Get search among parameters

In [None]:
# Evaluate each configuration and choose the one with the highest BLEU score
best_bleu_score = 0
reference_time = None
best_configuration = None

# Set loops
for config in configurations:
    max_length, num_beams, num_hidden_layers, max_pos_emb = config

    current_configuration = config
    print(f"Current configuration: {current_configuration}.")

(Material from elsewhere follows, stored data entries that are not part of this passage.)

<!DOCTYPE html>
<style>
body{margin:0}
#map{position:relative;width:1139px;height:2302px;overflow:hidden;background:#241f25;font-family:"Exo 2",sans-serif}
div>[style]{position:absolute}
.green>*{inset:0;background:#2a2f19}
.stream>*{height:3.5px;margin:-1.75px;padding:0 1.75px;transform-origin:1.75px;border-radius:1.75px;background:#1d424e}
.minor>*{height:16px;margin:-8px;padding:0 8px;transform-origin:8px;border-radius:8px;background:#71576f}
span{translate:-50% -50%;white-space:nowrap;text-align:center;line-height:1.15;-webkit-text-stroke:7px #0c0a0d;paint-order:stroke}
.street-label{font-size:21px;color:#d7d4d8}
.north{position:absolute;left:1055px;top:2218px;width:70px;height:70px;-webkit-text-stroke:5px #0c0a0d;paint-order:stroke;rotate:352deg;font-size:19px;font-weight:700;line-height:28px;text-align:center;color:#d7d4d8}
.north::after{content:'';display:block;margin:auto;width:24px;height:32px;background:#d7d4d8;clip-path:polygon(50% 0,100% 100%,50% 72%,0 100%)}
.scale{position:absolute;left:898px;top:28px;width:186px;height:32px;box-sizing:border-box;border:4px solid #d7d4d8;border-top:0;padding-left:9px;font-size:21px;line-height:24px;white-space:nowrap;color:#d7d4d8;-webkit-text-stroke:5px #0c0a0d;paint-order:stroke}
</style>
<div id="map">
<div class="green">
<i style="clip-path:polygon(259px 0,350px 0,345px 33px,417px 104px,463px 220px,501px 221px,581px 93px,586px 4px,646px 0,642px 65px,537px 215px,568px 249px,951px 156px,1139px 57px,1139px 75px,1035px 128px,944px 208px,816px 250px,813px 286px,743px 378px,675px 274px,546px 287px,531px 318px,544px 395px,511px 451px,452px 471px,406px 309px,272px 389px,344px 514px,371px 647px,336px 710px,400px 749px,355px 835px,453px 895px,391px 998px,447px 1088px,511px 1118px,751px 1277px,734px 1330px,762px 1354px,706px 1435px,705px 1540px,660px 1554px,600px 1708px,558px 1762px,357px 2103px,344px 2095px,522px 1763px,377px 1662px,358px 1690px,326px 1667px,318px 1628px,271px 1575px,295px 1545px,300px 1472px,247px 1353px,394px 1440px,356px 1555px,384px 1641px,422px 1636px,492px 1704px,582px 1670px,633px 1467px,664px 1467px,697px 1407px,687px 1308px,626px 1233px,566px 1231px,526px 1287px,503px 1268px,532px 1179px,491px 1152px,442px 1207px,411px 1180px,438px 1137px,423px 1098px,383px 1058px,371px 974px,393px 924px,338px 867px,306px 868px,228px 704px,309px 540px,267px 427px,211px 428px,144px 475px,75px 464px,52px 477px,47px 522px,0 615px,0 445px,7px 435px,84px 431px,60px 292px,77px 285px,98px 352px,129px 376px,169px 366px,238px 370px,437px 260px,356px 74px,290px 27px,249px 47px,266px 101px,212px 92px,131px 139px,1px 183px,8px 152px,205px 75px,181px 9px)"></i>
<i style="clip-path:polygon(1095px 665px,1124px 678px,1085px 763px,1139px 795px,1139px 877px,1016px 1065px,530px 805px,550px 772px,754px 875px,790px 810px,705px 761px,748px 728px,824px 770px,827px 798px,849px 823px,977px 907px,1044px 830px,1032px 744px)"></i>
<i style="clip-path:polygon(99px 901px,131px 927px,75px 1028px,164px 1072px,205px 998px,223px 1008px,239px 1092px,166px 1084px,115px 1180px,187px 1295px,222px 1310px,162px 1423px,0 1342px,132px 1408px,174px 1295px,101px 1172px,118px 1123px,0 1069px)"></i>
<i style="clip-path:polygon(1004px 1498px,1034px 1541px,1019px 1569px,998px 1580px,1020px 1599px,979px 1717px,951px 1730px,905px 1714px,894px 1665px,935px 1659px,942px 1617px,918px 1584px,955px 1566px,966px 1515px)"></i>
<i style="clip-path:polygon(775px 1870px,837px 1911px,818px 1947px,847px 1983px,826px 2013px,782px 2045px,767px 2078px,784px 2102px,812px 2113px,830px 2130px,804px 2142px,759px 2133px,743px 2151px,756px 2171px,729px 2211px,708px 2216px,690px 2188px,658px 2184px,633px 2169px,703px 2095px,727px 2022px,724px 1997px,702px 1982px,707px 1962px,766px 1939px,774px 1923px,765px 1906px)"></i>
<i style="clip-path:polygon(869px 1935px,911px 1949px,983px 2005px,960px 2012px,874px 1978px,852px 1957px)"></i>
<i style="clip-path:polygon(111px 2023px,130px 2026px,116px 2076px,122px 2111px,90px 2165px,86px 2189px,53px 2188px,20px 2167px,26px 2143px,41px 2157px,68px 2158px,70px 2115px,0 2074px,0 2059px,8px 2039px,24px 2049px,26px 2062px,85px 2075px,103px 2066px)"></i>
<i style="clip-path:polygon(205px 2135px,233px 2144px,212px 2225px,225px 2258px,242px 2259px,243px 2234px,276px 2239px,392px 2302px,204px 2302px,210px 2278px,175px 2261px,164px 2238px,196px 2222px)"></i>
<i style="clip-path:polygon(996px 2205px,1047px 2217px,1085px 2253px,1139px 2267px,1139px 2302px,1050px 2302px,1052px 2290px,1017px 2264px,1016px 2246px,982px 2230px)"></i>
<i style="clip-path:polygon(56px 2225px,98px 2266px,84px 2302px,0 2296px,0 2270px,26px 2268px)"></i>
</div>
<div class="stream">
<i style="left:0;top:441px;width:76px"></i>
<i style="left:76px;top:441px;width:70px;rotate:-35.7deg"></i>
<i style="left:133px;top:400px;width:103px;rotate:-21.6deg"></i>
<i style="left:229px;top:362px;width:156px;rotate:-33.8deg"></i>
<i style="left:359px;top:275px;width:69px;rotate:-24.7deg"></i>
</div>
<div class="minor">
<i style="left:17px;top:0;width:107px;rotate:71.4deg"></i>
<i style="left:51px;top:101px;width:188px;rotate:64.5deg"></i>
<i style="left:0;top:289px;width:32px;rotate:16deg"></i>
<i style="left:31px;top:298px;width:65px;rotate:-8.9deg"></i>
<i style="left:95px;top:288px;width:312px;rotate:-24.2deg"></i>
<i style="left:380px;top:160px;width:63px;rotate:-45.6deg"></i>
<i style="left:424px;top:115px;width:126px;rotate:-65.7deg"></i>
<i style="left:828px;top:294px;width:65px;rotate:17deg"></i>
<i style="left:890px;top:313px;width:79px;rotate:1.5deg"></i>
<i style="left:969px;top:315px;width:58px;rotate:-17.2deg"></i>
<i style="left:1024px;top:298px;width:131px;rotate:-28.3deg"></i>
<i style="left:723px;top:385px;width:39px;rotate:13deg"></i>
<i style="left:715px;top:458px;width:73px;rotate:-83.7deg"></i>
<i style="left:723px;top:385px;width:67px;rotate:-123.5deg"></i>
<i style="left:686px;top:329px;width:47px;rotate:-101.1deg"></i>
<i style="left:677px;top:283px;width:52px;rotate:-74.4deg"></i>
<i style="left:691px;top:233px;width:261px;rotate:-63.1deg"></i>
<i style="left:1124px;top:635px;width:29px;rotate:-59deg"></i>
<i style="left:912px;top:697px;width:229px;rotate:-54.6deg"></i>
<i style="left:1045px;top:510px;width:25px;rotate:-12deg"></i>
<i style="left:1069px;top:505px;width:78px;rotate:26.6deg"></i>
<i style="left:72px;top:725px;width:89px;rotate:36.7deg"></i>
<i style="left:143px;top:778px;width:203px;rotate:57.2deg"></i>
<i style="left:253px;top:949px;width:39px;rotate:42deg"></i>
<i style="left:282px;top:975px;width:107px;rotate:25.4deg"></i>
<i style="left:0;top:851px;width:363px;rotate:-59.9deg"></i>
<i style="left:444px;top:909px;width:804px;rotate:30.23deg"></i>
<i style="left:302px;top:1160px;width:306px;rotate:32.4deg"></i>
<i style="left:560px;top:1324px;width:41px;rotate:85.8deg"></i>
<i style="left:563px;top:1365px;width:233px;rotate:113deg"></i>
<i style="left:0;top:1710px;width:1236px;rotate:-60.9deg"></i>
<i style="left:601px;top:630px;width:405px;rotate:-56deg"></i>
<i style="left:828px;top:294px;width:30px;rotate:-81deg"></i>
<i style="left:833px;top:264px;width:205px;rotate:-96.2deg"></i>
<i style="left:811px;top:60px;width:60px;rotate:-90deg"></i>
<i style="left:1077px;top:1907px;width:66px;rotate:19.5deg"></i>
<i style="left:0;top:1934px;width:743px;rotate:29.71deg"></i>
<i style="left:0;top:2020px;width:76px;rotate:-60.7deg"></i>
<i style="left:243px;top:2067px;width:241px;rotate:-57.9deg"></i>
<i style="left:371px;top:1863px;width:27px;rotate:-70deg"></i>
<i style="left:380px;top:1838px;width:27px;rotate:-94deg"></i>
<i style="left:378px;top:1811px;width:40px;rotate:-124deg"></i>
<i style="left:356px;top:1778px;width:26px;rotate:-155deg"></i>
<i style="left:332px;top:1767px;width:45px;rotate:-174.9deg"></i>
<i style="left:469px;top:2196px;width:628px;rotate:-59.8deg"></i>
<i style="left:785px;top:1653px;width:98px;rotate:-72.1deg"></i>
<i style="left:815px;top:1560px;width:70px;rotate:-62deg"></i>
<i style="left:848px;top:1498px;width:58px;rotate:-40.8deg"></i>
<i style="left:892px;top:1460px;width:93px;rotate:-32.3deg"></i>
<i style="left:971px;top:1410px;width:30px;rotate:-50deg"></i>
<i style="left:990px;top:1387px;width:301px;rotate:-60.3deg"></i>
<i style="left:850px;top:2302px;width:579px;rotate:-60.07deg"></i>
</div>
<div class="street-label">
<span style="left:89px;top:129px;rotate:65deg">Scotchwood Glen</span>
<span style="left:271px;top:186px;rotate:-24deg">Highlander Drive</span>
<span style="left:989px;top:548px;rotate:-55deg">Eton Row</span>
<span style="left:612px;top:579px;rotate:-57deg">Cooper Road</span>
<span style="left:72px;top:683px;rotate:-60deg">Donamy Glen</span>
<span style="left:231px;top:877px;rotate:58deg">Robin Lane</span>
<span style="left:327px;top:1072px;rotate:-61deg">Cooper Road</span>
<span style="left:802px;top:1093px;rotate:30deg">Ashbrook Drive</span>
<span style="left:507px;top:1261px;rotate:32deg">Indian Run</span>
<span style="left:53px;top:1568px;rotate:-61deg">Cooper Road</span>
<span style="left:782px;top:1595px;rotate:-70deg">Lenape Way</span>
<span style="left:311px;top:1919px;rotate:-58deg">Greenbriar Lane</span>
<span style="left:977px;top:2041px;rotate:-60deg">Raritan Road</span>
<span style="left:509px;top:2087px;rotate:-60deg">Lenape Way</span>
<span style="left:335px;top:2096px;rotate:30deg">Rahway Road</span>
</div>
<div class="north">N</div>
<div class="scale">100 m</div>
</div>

    # Set model configuration
    model.config = model.config.from_dict(
        config_dict={
            "max_length": max_length,
            "num_beams": num_beams,
            "num_hidden_layers": num_hidden_layers,
            "max_position_embeddings": max_pos_emb,
        }
    )

    # Tokenize input text
    input_ids = tokenizer.encode(
        text=input_text,
        return_tensors="tf",
    )

    start_time = time.time()

    # Translate input text
    translated_tokens = model.generate(
        inputs=input_ids,
        max_length=max_length,
        num_beams=num_beams,
    )

    # Decode translated tokens
    translated_text = tokenizer.decode(
        token_ids=translated_tokens.numpy()[0],
        skip_special_tokens=True,
    )

    translation_time = time.time() - start_time
    print(f"translation time: {translation_time:.2f}.")

    # Compute BLEU score
    hypotheses = [translated_text]
    bleu_score = sacrebleu.corpus_bleu(
        hypotheses=generated_output,
        references=[human_output],
    ).score

    if reference_time is None:
        reference_time = translation_time

        logger.info(f"Reference time:{reference_time:.2f}.")

    if translation_time < reference_time:
        time_of_fast_translation = translation_time
        fast_configuration = current_configuration

    # Update the best configuration if BLEU score is higher
    if bleu_score > best_bleu_score:
        best_bleu_score = bleu_score
        best_configuration = current_configuration
        time_of_best_translation = translation_time

In [None]:
# Print the best configuration and BLEU score
print("Best Configuration:", best_configuration)
print(f"Best BLEU Score: {best_bleu_score:.2f}.")
print(f"Time: {time_of_best_translation:.2f} seconds.\n")
print("Fast Configuration:", fast_configuration)
print(f"Fast time: {time_of_fast_translation:.2f}")

# Summary
1. Pretrained MarianMT model used to translate a clause from English to Ukrainian.
2. Reasonable amount of the configuration parameters had been chosen tu tune the pre-trained model in terms of score and time.
3.  While the best score search shows reasonable result, the speed search doesn't show logic, which means, that it should be discovered separately.